Vous avez sans doute déjà remarqué ces modules préfabriqués temporaires attenants aux écoles trop bondées dans certaines régions du Québec? Ils sont parfois comparés à des bunkers de prisonniers. Il existe pourtant une alternative à ces bâtiments à l’esthétique sans attrait. Une école préusinée pouvant être démontée, réaménagée et ayant belle allure? Elle existe, à Amsterdam. Elle a été conçue avec l’approche Design for Disassembly (DfD), qui permet justement de remodeler sans démolir. Les systèmes de construction industrialisés (SCI) ouvrent la porte à cette approche et c’est en l’adoptant que l’industrie de la construction au Québec aura en main la clé pour entrer dans l’ère du développement durable.

Même si le vocable industrialisé est rarement associé à l’expression développement durable, le cas des SCI fait exception, comme l’explique Roger-Bruno Richard, professeur titulaire à la Faculté d’aménagement de l’École d’architecture à l’Université de Montréal. Car qui dit développement durable dit absence de gaspillage. Les protocoles stricts de contrôle de la qualité, la normalisation des détails de même que la précision de l’outillage réduisent les risques de déficiences et permettent justement d’éviter le gaspillage.

«Ce qui se déroule en usine est à l’abri des perturbations climatiques et permet d’amortir des procédés capables de simplifier la production; donc de réduire les coûts, signale M. Richard. De plus, les étapes d’une ligne d’assemblage sont rationalisées et la configuration du produit vise à favoriser l’installation sur le site».

Recyclage et réutilisation ne font désormais qu’un.
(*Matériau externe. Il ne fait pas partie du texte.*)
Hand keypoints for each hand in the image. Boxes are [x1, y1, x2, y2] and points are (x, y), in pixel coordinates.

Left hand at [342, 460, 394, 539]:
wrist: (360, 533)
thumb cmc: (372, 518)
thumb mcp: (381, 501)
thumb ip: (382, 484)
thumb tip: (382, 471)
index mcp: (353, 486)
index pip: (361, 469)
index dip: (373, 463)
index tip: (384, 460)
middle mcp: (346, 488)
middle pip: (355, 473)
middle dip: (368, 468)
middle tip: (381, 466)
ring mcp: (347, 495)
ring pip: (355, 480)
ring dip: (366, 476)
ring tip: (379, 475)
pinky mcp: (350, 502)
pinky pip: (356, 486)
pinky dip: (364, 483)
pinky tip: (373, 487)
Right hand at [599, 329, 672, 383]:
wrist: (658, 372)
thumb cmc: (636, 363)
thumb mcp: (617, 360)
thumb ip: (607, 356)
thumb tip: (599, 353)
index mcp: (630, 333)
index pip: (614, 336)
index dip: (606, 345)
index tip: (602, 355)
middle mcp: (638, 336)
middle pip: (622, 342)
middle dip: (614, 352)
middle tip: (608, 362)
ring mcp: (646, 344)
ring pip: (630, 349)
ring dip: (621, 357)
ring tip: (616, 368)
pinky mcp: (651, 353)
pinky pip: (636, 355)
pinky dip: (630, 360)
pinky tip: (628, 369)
L’adaptabilité aux changements et aux besoins est l’un des atouts des SCI. Le recours aux jointements mécaniques (boulons) plutôt qu’aux adhérences chimiques (soudure, mortier, colle…) fait en sorte que ces joints ne sont pas irréversibles. On peut donc aisément démonter les modules ou leurs cloisons, partiellement ou en totalité, pour pouvoir  ensuite les reconfigurer. « Et même si ce sont des éléments uniformisés, on peut les assembler de multiples façons », souligne M. Richard.

Les activités humaines étant en constante évolution, il est essentiel que le bâtiment puisse répondre à des besoins différents sans démolition… et s’inscrire pleinement à l’agenda du développement durable.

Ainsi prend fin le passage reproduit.